Chronic Myeloid Leukemia Flashcards
CML is driven by ___ that codes for a constitutively active tyrosine kinase, resulting from a reciprocal balanced translocation between long arms of chromosomes 9 and 22 t(9;22), known as the ___?
BCR-ABL1 chimeric gene; Philadelphia chromosome
True or false. The course of CML is typically biphasic or triphasic, with an early indolent or chronic phase, followed often by an accelerated phase and a terminal blastic phase.
True
True or false. In untreated CML, leukocytosis ranging from 10-500x10^9/L is common.
True
True or false.
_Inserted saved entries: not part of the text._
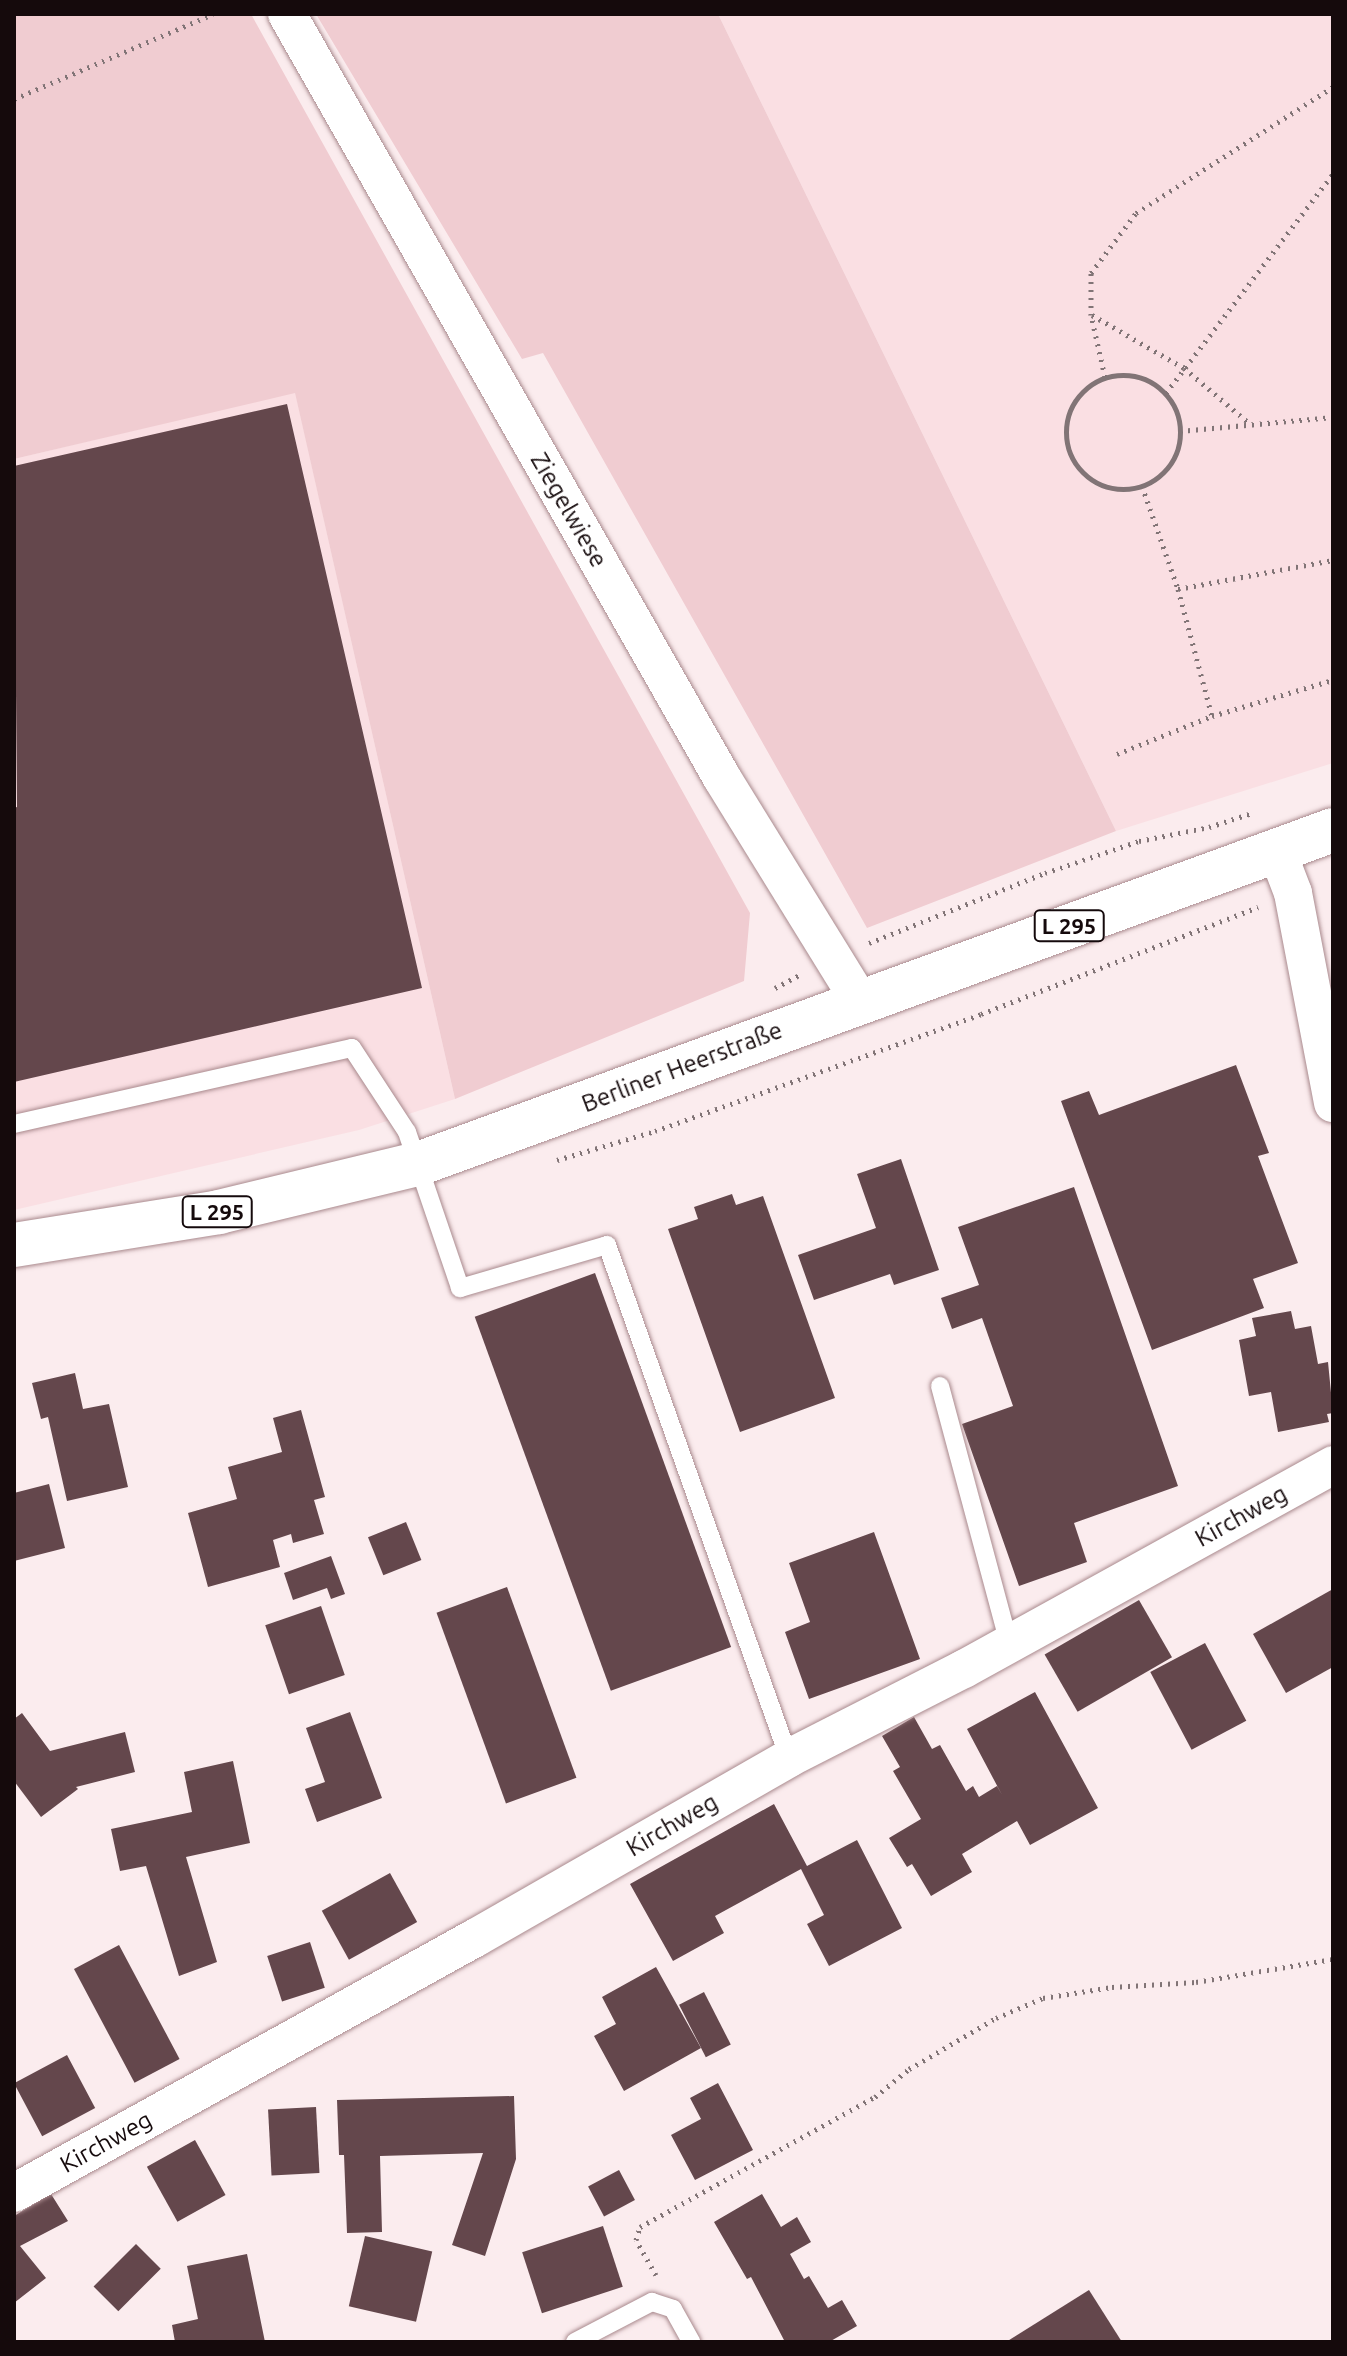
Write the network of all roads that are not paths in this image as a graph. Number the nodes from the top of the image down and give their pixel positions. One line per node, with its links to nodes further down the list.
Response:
1 (287, 14): 4 (street, Ziegelwiese)
2 (1333, 830): 3 (main road, Berliner Heerstraße / L 295)
3 (1277, 851): 4 (main road, Berliner Heerstraße / L 295); 5 (street)
4 (859, 1000): 7 (main road, Berliner Heerstraße / L 295)
5 (1333, 1103)
6 (14, 1124): 7 (lane)
7 (418, 1164): 8 (main road, Berliner Heerstraße / L 295); 12 (lane)
8 (14, 1245)
9 (940, 1386): 11 (lane)
10 (1333, 1465): 11 (street, Kirchweg)
11 (1009, 1644): 12 (street, Kirchweg)
12 (789, 1758): 13 (street, Kirchweg)
13 (14, 2193)
14 (575, 2342): 15 (lane)
15 (691, 2342)

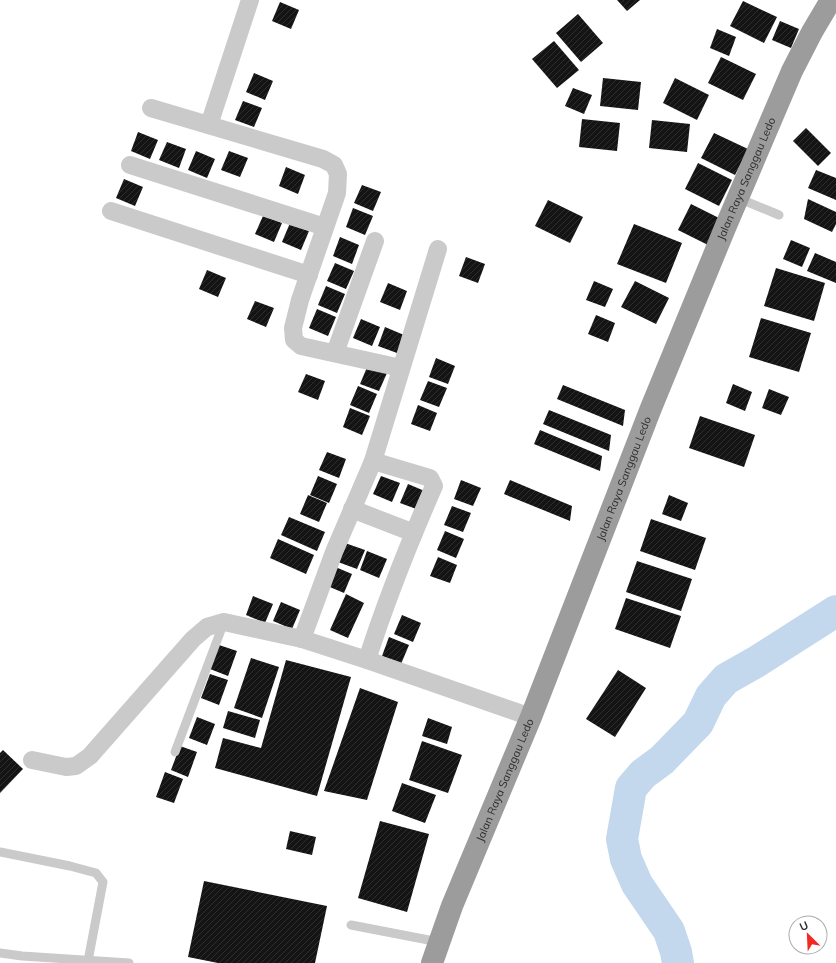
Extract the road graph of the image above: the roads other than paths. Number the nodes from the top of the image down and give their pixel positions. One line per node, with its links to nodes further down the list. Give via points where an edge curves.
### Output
1 (250, 0): 4 (street)
2 (831, 0): 6 (highway, Jalan Raya Sanggau Ledo, via 800,54)
3 (152, 108): 4 (street)
4 (209, 125): 9 (street, via 323,159 334,165 338,174 337,194)
5 (130, 165): 9 (street)
6 (738, 197): 8 (lane); 21 (highway, Jalan Raya Sanggau Ledo, via 651,408)
7 (111, 211): 12 (street)
8 (779, 215)
9 (325, 227): 12 (street)
10 (375, 241): 13 (street)
11 (438, 249): 14 (street)
12 (309, 275): 13 (street, via 293,328 294,340 301,346)
13 (335, 353): 14 (street)
14 (401, 368): 15 (street)
15 (374, 461): 16 (street); 17 (street, via 433,481 434,486)
16 (352, 509): 17 (street); 19 (street)
17 (414, 533): 20 (street)
18 (224, 622): 19 (street); 22 (lane); 23 (street, via 207,627 193,639 90,756 76,766 66,767)
19 (302, 639): 20 (street)
20 (367, 660): 21 (street)
21 (531, 717): 26 (highway, Jalan Raya Sanggau Ledo, via 483,829)
22 (175, 752)
23 (32, 760)
24 (0, 852): 28 (lane, via 96,873 103,882 102,896)
25 (351, 924): 26 (lane)
26 (439, 942): 30 (highway, Jalan Raya Sanggau Ledo)
27 (0, 953): 28 (lane)
28 (88, 961): 29 (lane)
29 (129, 963)
30 (432, 963)

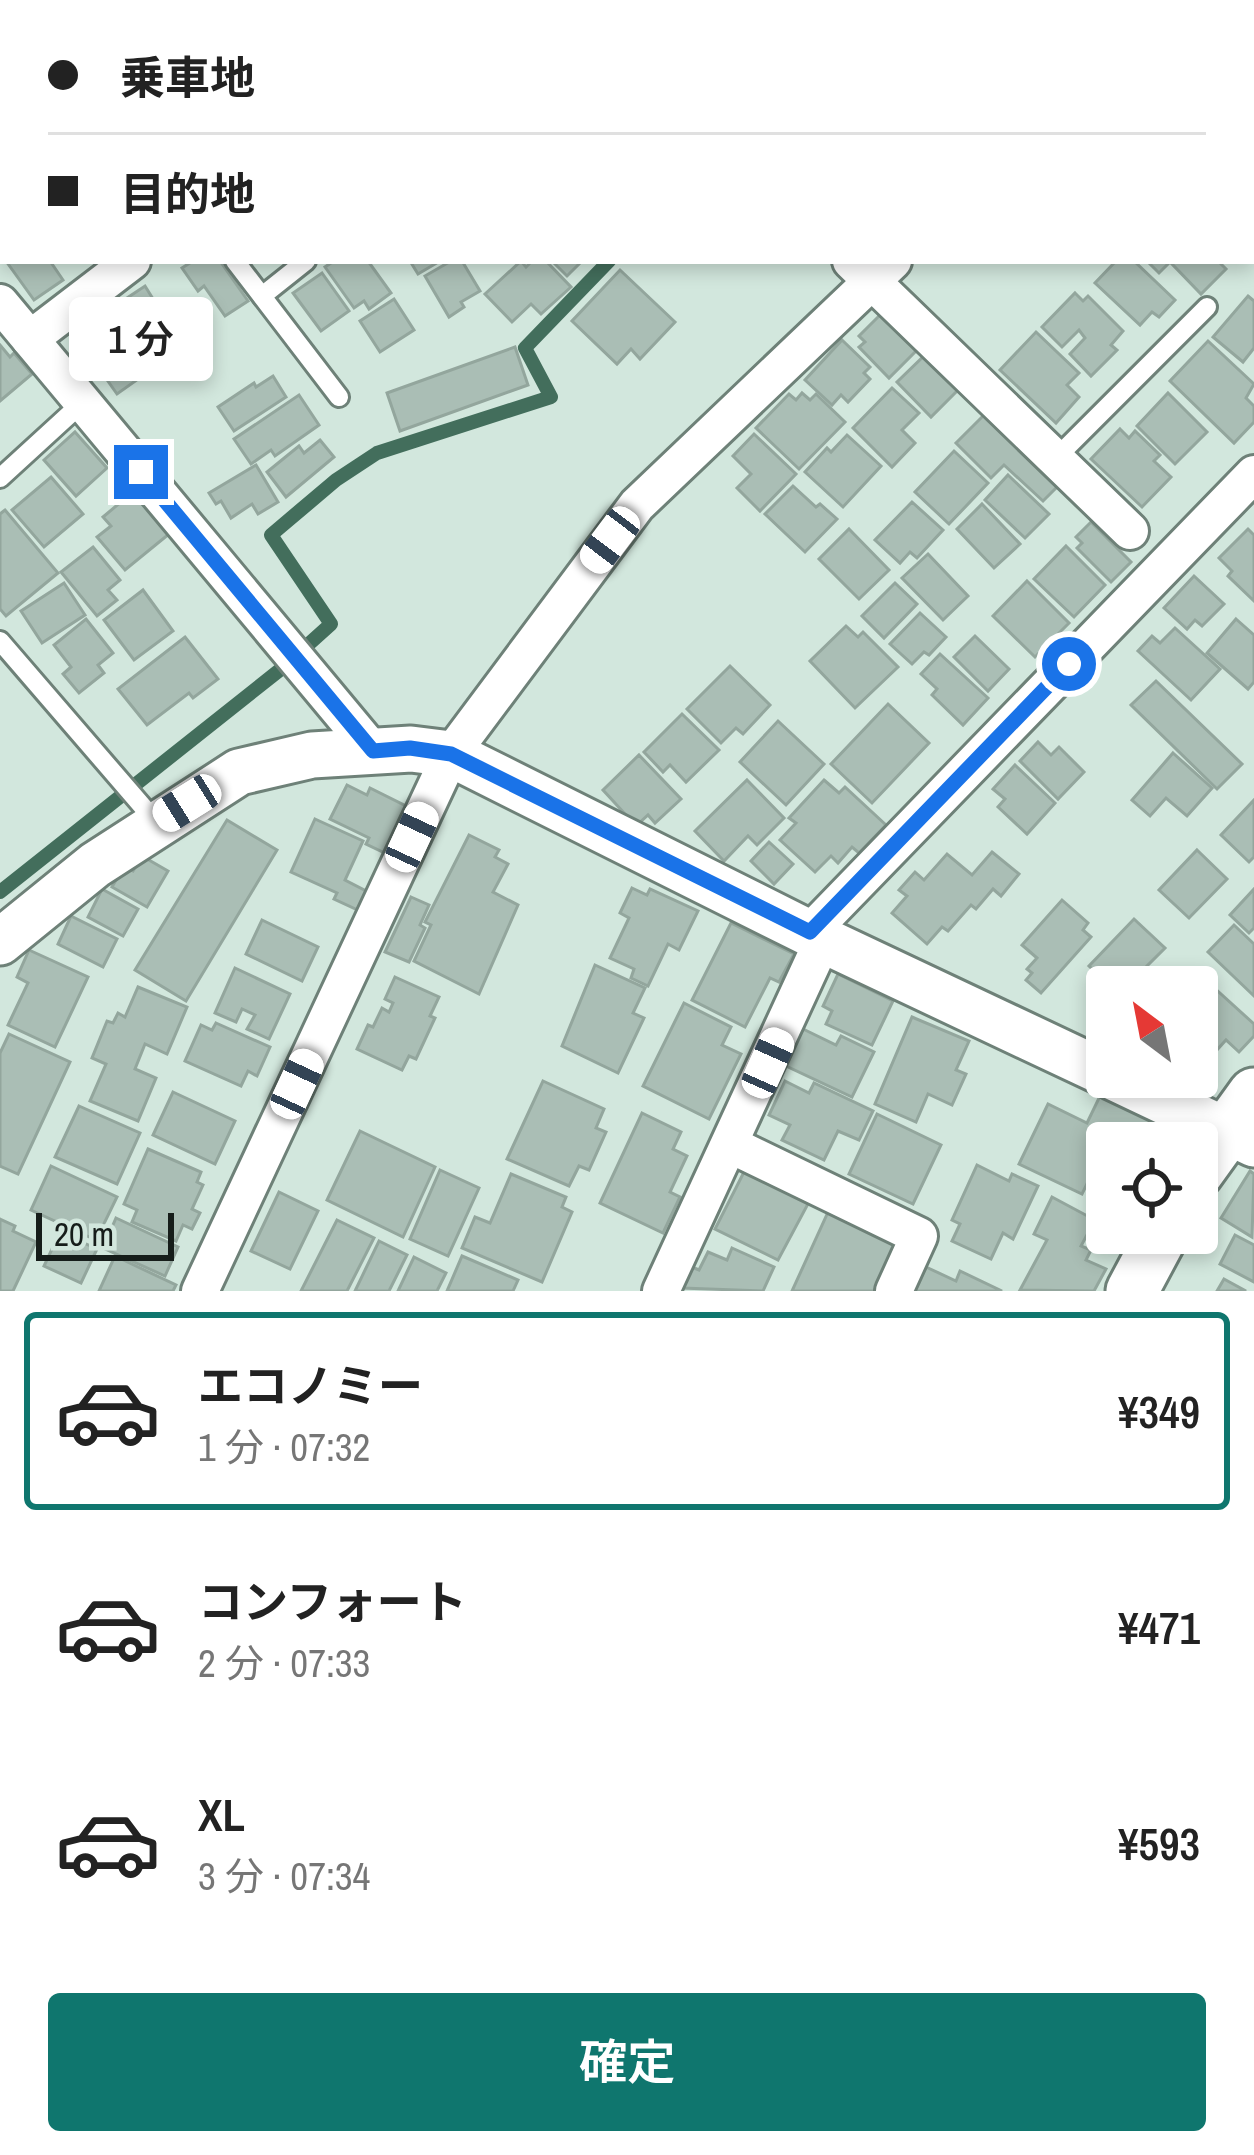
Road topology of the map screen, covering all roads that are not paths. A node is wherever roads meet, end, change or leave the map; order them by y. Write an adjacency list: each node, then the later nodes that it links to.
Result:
1 (128, 264): 8 (street)
2 (237, 264): 5 (lane)
3 (302, 264): 5 (lane)
4 (872, 268): 11 (street); 17 (street)
5 (262, 296): 9 (lane)
6 (0, 303): 8 (street)
7 (1207, 307): 11 (lane)
8 (30, 339): 10 (street)
9 (339, 398)
10 (82, 402): 13 (lane); 16 (street)
11 (1054, 459): 14 (street)
12 (1254, 474): 19 (street)
13 (0, 478)
14 (1130, 531)
15 (0, 640): 18 (lane)
16 (373, 751): 17 (street); 18 (street)
17 (451, 754): 19 (street); 27 (street)
18 (156, 822): 20 (street)
19 (817, 936): 21 (street); 24 (street)
20 (0, 942)
21 (1086, 1065)
22 (1173, 1098): 23 (street)
23 (1244, 1123): 25 (main road)
24 (731, 1145): 28 (street); 29 (street)
25 (1218, 1151)
26 (1152, 1254): 30 (main road)
27 (200, 1291)
28 (661, 1291)
29 (894, 1291)
30 (1132, 1291)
In CML, thrombocytosis is common, but thrombocytopenia is rare and, when present, suggests a worse prognosis.
True
In CML, the bone marrow is hypercellular with marked myeloid hyperplasia and a high myeloid-to-erythroid ratio of __?
15-20:1
In CML, marrow blasts are 5% or less; when higher, they carry a worse prognosis or represent transformation to accelerated phase (if they are >___%)
15
Monitoring patients on TKI therapy by cytogenetics, FISH, and molecular studies has become an important standard practice to assess response to therapy, emphasize compliance, evaluate possible treatment resistamce, identify the need to change TKI therapt, and detemine the need to assess for kinase domain mutations. A partial cytogenetic response is defined as the presence of ___ or less Ph-positive metaphases by routine cytogenetic analysis.
35% or less
Which is true of accelerated-phase CML?
A. Presence of 15% or more of peripheral blasts
B. 30% or more peripheral blasts plus promyelocytes
C. 20% or more peripheral basophils
D. Cytogenetic clonal evolution (presence of chromosomal abnormalities in addition to Ph)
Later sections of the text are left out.